=== Section Start ===
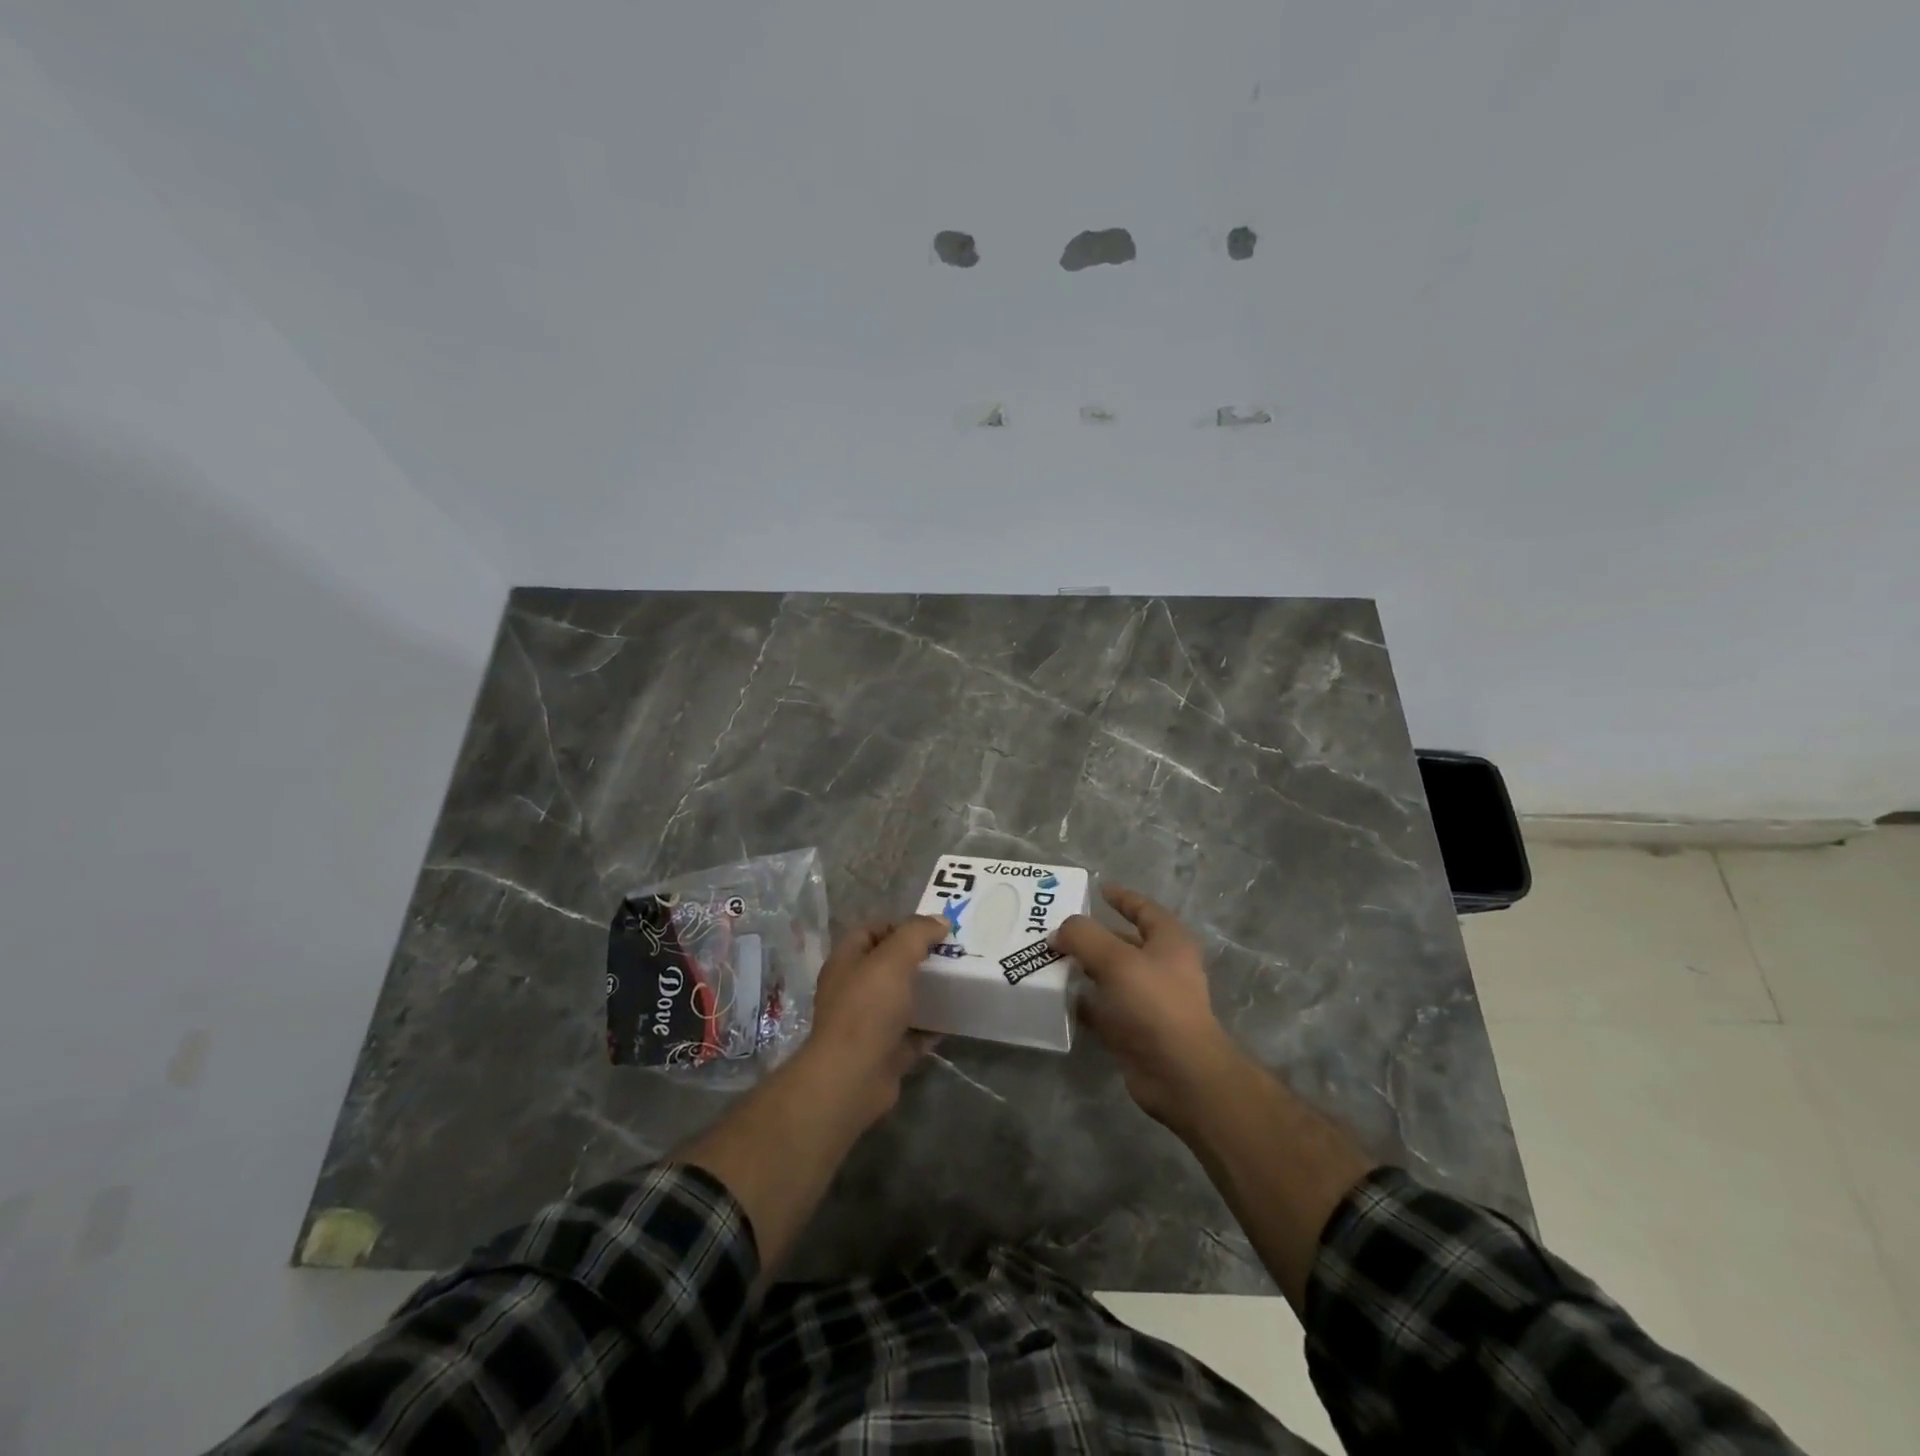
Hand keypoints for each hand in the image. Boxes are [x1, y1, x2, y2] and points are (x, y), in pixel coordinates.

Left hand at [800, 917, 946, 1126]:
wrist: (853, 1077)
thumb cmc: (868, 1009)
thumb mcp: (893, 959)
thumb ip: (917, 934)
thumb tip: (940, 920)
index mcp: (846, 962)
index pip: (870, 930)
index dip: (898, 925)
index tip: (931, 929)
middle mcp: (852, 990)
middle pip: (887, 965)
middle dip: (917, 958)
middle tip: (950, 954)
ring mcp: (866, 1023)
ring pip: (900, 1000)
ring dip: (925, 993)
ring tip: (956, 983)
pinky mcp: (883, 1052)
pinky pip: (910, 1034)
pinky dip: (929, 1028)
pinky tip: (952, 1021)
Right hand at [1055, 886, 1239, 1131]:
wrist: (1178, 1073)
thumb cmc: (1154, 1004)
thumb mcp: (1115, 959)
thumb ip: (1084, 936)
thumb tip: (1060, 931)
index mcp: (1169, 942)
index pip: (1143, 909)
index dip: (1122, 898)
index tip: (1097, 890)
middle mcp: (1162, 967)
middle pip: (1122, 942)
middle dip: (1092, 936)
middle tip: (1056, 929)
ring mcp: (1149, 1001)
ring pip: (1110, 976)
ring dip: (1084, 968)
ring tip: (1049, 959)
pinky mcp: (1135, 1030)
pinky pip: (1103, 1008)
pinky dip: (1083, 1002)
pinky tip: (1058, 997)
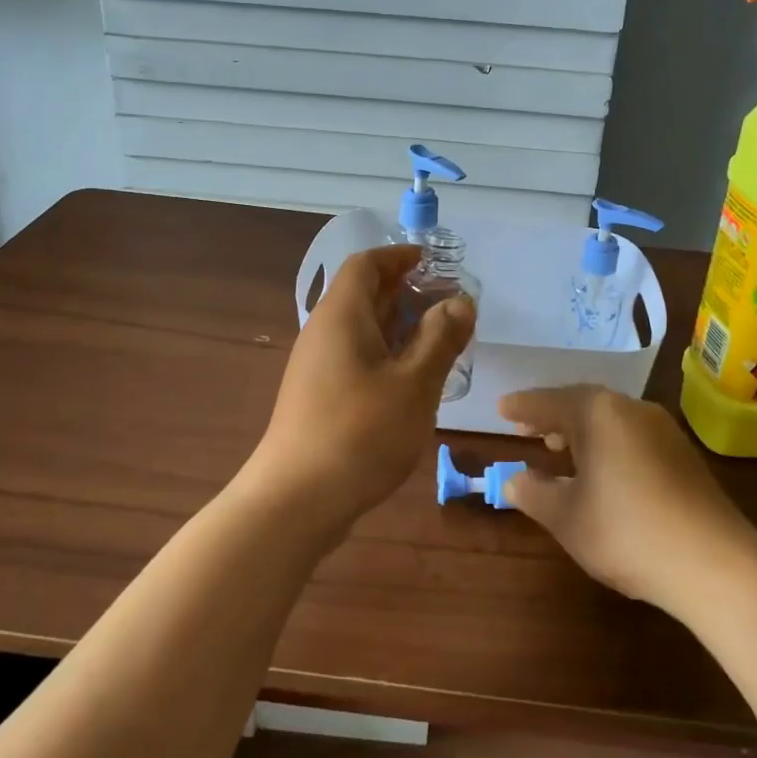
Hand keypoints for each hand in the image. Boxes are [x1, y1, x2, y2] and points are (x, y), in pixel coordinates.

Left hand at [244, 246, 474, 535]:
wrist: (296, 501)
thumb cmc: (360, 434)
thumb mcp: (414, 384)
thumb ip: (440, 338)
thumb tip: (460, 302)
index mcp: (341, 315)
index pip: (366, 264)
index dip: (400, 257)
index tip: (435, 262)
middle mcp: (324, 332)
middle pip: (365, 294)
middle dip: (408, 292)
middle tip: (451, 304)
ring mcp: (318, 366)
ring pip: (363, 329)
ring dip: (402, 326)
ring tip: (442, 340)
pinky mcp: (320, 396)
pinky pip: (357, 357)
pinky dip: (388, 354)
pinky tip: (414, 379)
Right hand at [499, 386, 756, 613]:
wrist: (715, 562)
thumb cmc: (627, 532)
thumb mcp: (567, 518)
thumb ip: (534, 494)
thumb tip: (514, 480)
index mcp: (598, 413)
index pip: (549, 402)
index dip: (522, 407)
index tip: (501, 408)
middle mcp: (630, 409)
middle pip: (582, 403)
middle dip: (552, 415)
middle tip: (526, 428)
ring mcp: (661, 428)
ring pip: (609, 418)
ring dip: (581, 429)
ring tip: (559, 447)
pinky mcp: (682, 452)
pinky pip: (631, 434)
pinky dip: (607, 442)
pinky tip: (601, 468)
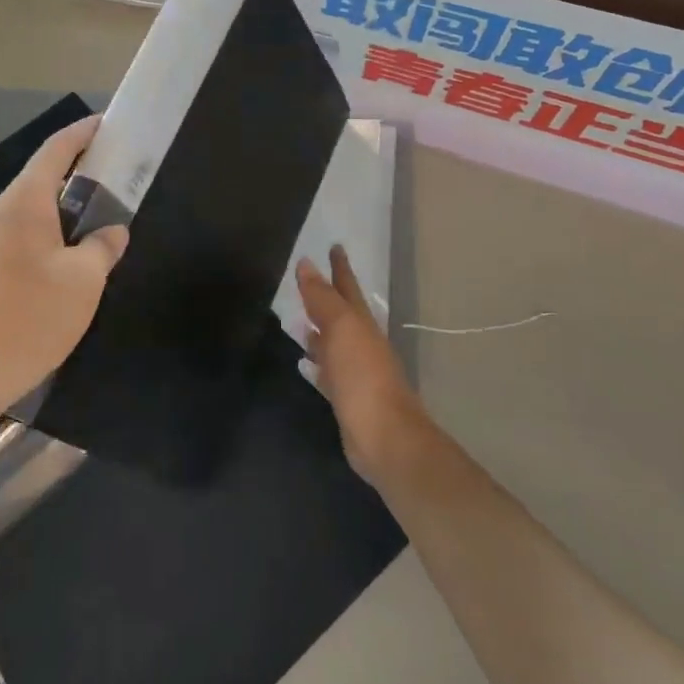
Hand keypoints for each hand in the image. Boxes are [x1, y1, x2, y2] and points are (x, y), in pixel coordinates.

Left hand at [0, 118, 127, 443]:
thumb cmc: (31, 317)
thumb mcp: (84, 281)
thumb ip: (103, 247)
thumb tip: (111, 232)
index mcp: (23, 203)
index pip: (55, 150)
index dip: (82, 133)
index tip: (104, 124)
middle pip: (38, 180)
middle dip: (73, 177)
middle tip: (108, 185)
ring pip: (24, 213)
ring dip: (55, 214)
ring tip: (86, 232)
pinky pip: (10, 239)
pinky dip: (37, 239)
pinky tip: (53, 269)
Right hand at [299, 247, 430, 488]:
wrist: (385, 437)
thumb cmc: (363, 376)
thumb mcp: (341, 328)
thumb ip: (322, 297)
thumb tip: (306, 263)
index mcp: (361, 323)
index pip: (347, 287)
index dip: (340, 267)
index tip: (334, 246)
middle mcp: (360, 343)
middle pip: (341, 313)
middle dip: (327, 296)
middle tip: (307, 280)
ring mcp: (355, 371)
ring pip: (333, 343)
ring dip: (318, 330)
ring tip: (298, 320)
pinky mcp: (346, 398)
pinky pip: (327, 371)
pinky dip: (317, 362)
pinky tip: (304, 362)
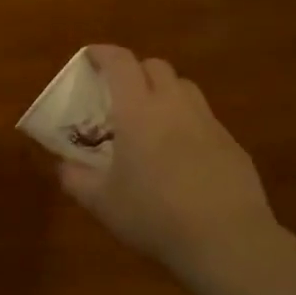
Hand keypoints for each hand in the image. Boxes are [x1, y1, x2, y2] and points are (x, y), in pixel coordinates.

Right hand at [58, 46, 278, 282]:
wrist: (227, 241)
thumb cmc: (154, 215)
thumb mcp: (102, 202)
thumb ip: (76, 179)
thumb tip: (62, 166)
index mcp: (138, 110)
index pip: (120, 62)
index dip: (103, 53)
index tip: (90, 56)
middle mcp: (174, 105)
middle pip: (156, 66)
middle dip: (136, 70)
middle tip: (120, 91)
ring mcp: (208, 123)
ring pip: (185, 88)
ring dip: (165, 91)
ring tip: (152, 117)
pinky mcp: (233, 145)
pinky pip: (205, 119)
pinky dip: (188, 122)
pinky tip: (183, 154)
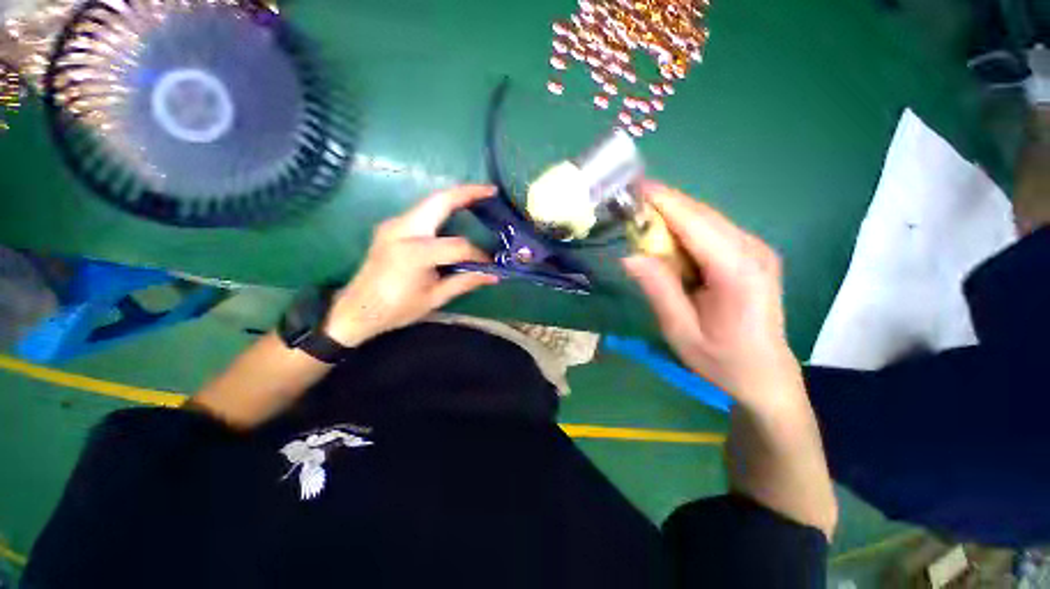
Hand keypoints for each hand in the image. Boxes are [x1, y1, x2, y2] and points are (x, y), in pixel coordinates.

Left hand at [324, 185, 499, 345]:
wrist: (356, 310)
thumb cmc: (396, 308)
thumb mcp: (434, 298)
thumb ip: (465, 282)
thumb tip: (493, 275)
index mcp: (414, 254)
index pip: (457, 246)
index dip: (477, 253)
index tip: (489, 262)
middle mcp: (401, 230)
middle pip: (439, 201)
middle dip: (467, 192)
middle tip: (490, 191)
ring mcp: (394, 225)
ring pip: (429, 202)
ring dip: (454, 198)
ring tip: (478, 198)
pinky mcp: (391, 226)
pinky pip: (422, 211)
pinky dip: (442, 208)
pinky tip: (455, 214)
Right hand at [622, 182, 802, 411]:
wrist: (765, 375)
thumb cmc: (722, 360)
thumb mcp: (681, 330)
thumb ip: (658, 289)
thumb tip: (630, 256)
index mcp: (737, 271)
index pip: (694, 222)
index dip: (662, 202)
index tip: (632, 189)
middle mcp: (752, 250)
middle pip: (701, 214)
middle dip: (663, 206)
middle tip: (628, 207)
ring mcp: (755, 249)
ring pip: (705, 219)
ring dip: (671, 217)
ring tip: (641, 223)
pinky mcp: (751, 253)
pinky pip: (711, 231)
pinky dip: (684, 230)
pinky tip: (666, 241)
=== Section End ===
WORK REQUEST: Nothing but lines that contain "wrist" should appear in the answer. Copy each from the records.

RESPONSE TO THIS EXERCISE:
wrist: (853, 1077)
wrist: (1178, 1073)
wrist: (296, 501)
wrist: (715, 562)
wrist: (385, 437)
wrist: (227, 241)
wrist: (356, 310)
wrist: (765, 375)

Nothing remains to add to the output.